### Provided entries ###

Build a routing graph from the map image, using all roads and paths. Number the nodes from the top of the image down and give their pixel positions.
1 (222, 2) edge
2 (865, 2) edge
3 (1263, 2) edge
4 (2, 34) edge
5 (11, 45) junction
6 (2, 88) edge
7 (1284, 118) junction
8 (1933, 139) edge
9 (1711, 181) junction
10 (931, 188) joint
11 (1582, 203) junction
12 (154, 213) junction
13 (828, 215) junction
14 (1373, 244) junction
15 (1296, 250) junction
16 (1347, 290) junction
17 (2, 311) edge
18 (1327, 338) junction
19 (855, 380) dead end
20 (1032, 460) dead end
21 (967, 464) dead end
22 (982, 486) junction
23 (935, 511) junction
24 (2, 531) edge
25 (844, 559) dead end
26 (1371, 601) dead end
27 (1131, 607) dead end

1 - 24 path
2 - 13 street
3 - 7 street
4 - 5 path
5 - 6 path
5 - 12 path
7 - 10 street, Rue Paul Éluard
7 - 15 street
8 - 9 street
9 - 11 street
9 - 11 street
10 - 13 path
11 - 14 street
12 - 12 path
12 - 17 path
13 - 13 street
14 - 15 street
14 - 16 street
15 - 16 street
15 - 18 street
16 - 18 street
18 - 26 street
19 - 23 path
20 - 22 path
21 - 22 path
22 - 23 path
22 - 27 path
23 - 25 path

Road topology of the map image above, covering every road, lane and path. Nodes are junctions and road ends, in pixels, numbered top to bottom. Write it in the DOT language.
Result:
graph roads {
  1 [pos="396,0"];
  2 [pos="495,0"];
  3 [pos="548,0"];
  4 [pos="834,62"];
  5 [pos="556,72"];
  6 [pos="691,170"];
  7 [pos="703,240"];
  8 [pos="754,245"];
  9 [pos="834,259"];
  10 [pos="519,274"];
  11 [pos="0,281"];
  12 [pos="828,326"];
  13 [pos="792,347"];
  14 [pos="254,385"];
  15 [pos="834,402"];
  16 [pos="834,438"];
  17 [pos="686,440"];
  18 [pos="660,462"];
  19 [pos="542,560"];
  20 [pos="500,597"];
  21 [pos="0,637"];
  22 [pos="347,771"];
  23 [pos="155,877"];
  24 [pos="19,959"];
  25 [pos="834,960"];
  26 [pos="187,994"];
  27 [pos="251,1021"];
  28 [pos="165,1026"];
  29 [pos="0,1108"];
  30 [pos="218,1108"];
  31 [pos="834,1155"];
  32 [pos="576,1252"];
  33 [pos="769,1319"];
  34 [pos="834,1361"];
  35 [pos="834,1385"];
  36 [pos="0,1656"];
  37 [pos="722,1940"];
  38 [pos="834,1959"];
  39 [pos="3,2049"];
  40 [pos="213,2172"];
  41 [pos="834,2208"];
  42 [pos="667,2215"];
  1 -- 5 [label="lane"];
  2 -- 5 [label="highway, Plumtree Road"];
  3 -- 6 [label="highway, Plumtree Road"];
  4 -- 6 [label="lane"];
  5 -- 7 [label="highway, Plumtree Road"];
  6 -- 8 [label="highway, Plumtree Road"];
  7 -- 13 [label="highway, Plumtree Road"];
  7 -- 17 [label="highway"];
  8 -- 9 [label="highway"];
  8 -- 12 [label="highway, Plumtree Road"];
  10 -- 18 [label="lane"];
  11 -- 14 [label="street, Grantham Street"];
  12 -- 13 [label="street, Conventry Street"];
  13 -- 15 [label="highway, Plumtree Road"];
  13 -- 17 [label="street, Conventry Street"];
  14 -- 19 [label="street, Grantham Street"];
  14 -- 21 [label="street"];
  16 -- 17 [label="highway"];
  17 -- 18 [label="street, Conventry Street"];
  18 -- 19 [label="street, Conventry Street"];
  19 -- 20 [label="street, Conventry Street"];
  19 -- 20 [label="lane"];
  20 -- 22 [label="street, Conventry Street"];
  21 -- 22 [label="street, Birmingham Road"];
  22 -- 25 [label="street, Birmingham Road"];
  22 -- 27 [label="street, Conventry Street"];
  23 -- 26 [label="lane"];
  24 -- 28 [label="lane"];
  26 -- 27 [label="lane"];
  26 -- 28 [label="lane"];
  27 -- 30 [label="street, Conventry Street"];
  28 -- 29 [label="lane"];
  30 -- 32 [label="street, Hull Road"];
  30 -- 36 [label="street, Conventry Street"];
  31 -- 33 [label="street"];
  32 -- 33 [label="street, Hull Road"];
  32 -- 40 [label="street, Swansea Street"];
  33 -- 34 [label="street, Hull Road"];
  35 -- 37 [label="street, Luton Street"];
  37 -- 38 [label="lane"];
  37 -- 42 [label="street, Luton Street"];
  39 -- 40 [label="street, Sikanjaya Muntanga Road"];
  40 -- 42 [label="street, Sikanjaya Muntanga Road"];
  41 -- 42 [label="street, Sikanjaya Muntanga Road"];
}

###

Read the entries and select each line where the word "Muntanga" is found.

Written solution
  39 -- 40 [label="street, Sikanjaya Muntanga Road"];
  40 -- 42 [label="street, Sikanjaya Muntanga Road"];
  41 -- 42 [label="street, Sikanjaya Muntanga Road"];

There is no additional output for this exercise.